Exercise: Set down all of the entries word for word, omitting the images they contain.

Records to use:
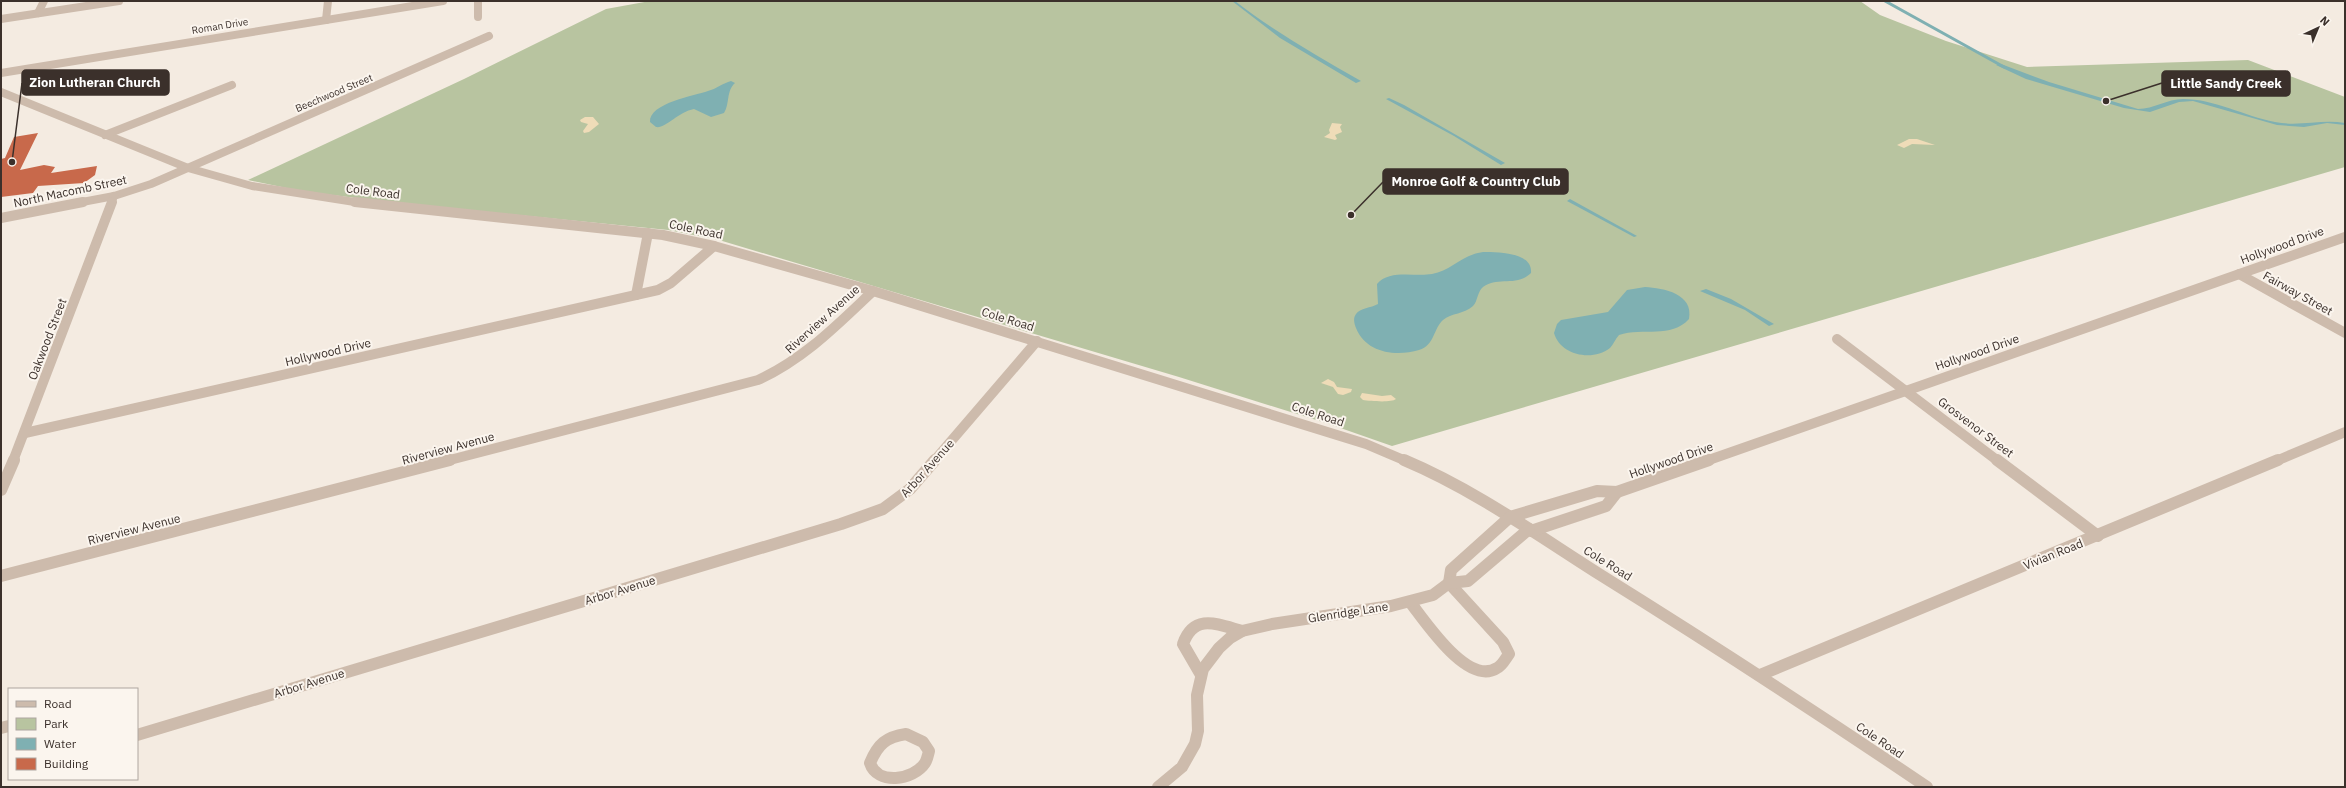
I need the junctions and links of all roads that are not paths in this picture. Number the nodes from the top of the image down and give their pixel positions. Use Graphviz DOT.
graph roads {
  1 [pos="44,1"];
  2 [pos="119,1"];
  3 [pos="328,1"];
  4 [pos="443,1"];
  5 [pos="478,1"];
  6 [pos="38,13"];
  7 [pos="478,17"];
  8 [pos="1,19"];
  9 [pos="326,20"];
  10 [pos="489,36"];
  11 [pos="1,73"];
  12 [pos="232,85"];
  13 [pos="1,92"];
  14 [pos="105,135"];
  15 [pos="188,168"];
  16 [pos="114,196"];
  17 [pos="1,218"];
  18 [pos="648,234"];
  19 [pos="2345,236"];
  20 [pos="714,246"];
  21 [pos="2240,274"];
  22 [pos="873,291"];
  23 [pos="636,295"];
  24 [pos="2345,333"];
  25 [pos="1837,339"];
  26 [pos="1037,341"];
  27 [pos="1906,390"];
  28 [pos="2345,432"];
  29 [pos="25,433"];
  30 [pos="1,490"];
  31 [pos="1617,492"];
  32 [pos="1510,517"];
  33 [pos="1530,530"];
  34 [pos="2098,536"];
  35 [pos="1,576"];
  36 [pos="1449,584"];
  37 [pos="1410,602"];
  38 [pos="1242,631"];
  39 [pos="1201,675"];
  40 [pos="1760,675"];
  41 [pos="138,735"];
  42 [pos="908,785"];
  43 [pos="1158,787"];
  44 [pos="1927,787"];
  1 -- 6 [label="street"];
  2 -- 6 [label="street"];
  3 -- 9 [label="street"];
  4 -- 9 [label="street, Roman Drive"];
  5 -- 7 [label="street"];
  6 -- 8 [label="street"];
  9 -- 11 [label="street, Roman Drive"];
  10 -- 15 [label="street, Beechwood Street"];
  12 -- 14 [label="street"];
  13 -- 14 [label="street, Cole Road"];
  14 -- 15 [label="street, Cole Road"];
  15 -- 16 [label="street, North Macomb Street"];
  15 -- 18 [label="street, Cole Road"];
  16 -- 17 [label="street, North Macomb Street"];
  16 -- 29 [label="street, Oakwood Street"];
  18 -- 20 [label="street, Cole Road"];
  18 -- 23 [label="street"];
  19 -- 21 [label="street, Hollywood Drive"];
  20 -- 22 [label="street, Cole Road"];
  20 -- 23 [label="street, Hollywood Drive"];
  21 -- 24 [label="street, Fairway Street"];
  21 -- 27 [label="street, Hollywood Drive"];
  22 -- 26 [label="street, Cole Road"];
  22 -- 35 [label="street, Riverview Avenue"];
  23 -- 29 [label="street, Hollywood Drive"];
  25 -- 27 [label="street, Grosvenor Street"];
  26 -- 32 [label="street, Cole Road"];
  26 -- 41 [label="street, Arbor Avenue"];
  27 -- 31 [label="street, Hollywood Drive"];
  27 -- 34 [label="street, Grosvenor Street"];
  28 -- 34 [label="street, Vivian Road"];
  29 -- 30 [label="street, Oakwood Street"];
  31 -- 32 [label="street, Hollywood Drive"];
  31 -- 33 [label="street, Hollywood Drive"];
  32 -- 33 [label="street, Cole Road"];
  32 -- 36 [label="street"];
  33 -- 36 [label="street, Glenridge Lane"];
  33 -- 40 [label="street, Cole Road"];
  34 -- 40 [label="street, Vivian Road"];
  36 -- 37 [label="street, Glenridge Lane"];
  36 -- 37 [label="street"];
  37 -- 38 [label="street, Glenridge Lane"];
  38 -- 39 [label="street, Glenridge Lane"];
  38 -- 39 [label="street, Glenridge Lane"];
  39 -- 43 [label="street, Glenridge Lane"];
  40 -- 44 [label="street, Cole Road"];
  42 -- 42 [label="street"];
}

Task result:
I need the junctions and links of all roads that are not paths in this picture. Number the nodes from the top of the image down and give their pixel positions. Use Graphviz DOT.
graph roads {
  1 [pos="44,1"];
  2 [pos="119,1"];
  3 [pos="328,1"];
  4 [pos="443,1"];
  5 [pos="478,1"];
  6 [pos="38,13"];
  7 [pos="478,17"];
  8 [pos="1,19"];
  9 [pos="326,20"];
  10 [pos="489,36"];
  11 [pos="1,73"];
  12 [pos="232,85"];
  13 [pos="1,92"];
  14 [pos="105,135"];
  15 [pos="188,168"];
  16 [pos="114,196"];
  17 [pos="1,218"];
  18 [pos="648,234"];
  19 [pos="2345,236"];
  20 [pos="714,246"];
  21 [pos="2240,274"];
  22 [pos="873,291"];
  23 [pos="636,295"];
  24 [pos="2345,333"];
  25 [pos="1837,339"];
  26 [pos="1037,341"];
  27 [pos="1906,390"];
  28 [pos="2345,432"];
  29 [pos="25,433"];
  30 [pos="1,490"];
  31 [pos="1617,492"];
  32 [pos="1510,517"];
  33 [pos="1530,530"];
  34 [pos="2098,536"];
  35 [pos="1,576"];
  36 [pos="1449,584"];
  37 [pos="1410,602"];
  38 [pos="1242,631"];
  39 [pos="1201,675"];
  40 [pos="1760,675"];
  41 [pos="138,735"];
  42 [pos="908,785"];
  43 [pos="1158,787"];
  44 [pos="1927,787"];
  1 -- 6 [label="street"];
  2 -- 6 [label="street"];
  3 -- 9 [label="street"];
  4 -- 9 [label="street, Roman Drive"];
  5 -- 7 [label="street"];
  6 -- 8 [label="street"];
  9 -- 11 [label="street, Roman Drive"];
  10 -- 15 [label="street, Beechwood Street"];
  12 -- 14 [label="street"];
  13 -- 14 [label="street, Cole Road"];
  14 -- 15 [label="street, Cole Road"];
  15 -- 16 [label="street, North Macomb Street"];
  15 -- 18 [label="street, Cole Road"];
  16 -- 17 [label="street, North Macomb Street"];
  16 -- 29 [label="street, Oakwood Street"];
  18 -- 20 [label="street, Cole Road"];
  18 -- 23 [label="street"];
  19 -- 21 [label="street, Hollywood Drive"];
  20 -- 22 [label="street, Cole Road"];
  20 -- 23 [label="street, Hollywood Drive"];
  21 -- 24 [label="street, Fairway Street"];
  21 -- 27 [label="street, Hollywood Drive"];
  22 -- 26 [label="street, Cole Road"];
  22 -- 35 [label="street, Riverview Avenue"];
  23 -- 29 [label="street, Hollywood Drive"];
  25 -- 27 [label="street, Grosvenor Street"];
  26 -- 32 [label="street, Cole Road"];
  26 -- 41 [label="street, Arbor Avenue"];
  27 -- 31 [label="street, Hollywood Drive"];
  27 -- 34 [label="street, Grosvenor Street"];
  28 -- 34 [label="street, Vivian Road"];
  29 -- 30 [label="street, Oakwood Street"];
  31 -- 32 [label="street, Hollywood Drive"];
  31 -- 33 [label="street, Hollywood Drive"];
  32 -- 33 [label="street, Cole Road"];
  32 -- 36 [label="street"];
  33 -- 36 [label="street, Glenridge Lane"];
  33 -- 40 [label="street, Cole Road"];
  34 -- 40 [label="street, Vivian Road"];
  36 -- 37 [label="street, Glenridge Lane"];
  36 -- 37 [label="street"];
  37 -- 38 [label="street, Glenridge Lane"];
  38 -- 39 [label="street, Glenridge Lane"];
  38 -- 39 [label="street, Glenridge Lane"];
  39 -- 43 [label="street, Glenridge Lane"];
  40 -- 44 [label="street, Cole Road"];
  42 -- 42 [label="street"];
}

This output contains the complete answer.